Die Dunkelheit des Hintergrunds verstärkt die Fokussierung auf die Objekte im Vordergrund. Sie erzeugt eine Atmosphäre der Intimität und Konzentration, die den Betrachter dazu einlädt, die Details der Tierpräsentation und die Materialien zu betrachten. Das Spiel mit Licht und Schatten betont die Texturen der Federn, des Fells und des Holzes des Gewehres.
Es lassen sich mehrere Interpretationsansätze für die subtextuelle Bedeutung erkennen.

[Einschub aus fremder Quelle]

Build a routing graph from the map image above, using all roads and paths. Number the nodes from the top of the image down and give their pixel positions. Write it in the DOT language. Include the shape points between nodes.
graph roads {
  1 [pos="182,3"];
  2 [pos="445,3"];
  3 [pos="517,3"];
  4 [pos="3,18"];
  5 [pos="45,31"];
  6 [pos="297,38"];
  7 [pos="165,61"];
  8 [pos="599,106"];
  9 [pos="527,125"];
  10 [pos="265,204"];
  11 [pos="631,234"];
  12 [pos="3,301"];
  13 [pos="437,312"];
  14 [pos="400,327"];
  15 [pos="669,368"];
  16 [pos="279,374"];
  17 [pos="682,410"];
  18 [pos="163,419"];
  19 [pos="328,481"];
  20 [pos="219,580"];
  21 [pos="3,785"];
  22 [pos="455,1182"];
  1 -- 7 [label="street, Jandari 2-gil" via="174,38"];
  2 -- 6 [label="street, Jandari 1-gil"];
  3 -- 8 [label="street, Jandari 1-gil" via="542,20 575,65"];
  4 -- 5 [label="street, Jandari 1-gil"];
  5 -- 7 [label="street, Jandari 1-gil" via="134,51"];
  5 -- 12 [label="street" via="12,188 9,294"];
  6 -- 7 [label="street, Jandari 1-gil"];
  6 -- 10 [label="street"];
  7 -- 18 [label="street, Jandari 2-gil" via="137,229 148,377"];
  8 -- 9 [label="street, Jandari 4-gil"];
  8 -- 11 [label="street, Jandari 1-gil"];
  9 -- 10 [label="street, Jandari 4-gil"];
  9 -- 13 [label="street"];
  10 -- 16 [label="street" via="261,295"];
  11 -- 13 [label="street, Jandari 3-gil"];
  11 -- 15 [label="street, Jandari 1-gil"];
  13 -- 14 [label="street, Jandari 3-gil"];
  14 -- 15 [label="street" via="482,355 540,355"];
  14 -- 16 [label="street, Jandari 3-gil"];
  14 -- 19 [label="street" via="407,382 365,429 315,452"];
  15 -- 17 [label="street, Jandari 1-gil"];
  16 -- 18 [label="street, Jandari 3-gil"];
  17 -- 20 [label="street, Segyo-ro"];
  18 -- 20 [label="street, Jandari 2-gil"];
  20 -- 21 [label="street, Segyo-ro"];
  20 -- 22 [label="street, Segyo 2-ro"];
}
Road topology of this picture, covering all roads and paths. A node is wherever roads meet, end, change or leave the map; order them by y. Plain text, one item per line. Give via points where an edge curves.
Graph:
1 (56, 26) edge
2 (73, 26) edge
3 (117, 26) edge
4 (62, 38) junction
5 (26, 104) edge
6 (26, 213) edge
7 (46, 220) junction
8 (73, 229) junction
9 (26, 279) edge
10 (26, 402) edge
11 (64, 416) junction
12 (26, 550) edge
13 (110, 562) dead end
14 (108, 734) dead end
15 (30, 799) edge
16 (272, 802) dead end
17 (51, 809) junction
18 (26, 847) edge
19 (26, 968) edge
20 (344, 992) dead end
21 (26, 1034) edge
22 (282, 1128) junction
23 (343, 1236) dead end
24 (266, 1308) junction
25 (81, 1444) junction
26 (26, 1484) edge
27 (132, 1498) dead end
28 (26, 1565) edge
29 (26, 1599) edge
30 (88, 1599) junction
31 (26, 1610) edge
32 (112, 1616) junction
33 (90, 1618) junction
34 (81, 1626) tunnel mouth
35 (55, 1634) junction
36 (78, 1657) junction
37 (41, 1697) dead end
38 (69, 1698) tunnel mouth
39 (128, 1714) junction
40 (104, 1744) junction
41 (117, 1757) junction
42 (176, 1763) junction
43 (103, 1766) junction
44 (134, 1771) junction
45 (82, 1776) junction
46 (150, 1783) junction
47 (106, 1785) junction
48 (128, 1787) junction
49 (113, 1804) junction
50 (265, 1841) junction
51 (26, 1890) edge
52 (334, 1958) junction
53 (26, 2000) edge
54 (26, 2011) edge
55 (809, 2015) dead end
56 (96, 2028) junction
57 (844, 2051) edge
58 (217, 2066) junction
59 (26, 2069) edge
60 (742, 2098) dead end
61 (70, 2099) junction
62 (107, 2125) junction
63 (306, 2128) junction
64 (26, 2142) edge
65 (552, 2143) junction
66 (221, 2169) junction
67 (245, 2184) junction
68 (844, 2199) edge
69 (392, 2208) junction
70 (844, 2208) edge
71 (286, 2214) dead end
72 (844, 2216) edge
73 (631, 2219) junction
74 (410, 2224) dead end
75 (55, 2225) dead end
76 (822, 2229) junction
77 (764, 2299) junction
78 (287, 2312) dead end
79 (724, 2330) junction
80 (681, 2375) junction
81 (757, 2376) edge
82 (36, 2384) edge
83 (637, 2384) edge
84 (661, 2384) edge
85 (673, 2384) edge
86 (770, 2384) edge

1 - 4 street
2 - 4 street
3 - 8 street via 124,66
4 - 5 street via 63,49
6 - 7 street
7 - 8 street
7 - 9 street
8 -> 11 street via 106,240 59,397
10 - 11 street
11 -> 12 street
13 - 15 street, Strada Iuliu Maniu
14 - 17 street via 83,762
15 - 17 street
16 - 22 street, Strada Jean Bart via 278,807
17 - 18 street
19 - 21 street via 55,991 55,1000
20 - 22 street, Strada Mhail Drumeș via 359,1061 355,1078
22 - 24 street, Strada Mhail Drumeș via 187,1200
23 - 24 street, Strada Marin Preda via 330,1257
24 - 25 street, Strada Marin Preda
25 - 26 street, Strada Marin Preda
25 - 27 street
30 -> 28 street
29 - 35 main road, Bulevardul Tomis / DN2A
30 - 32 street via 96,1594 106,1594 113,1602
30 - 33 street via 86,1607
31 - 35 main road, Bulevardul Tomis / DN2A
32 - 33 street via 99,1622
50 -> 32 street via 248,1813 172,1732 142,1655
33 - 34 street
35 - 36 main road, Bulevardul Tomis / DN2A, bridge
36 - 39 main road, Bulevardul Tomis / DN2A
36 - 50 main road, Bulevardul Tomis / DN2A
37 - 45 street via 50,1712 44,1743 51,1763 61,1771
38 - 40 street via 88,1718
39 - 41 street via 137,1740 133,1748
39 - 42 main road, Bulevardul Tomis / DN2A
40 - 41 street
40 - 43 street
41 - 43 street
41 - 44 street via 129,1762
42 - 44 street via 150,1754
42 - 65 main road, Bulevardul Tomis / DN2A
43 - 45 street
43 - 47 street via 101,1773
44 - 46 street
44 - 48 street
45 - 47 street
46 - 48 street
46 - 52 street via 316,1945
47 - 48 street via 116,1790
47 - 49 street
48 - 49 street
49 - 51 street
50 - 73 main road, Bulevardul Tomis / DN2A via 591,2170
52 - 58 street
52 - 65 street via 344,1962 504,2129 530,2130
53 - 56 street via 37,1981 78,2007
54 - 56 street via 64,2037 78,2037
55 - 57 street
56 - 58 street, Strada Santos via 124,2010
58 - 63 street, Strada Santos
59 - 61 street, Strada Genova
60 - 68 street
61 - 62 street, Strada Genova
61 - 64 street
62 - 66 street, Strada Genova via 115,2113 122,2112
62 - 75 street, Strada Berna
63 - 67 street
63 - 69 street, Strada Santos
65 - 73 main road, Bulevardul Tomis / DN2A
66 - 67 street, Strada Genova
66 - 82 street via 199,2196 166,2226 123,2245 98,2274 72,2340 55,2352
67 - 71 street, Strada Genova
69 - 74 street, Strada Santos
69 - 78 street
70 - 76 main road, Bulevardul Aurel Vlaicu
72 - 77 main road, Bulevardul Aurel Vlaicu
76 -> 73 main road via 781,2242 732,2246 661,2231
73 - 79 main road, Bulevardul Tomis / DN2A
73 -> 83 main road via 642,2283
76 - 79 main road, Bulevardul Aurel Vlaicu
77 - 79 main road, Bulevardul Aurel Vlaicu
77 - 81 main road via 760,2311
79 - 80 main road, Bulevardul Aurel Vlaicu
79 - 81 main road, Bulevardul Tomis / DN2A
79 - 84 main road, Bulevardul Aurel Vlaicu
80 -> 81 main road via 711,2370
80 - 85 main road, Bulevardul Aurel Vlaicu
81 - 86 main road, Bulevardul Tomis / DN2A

Die Anordnung der toten Tiere könnte als Allegorie auf die Vergänglichkeit des Lebens und die Unausweichlichkeit des Todes gedeutet werden. Die Jagd als Motiv symbolisiert hier nicht nur die Beschaffung von Nahrung, sondern auch die menschliche Fähigkeit, die Natur zu nutzen und zu kontrollieren. Die Kombination aus Wildtieren und Gewehr verweist auf die Verbindung zwischen Natur, Zivilisation und dem menschlichen Eingreifen in die natürliche Ordnung.
Die sorgfältige Anordnung und die detaillierte Wiedergabe der Objekte deuten zudem auf eine Wertschätzung für die Schönheit der Natur und die Kunstfertigkeit des Handwerks hin. Die gesamte Szene wirkt wie ein Moment des Triumph und der Reflexion, eingefangen in einer stillen, kontemplativen Komposition.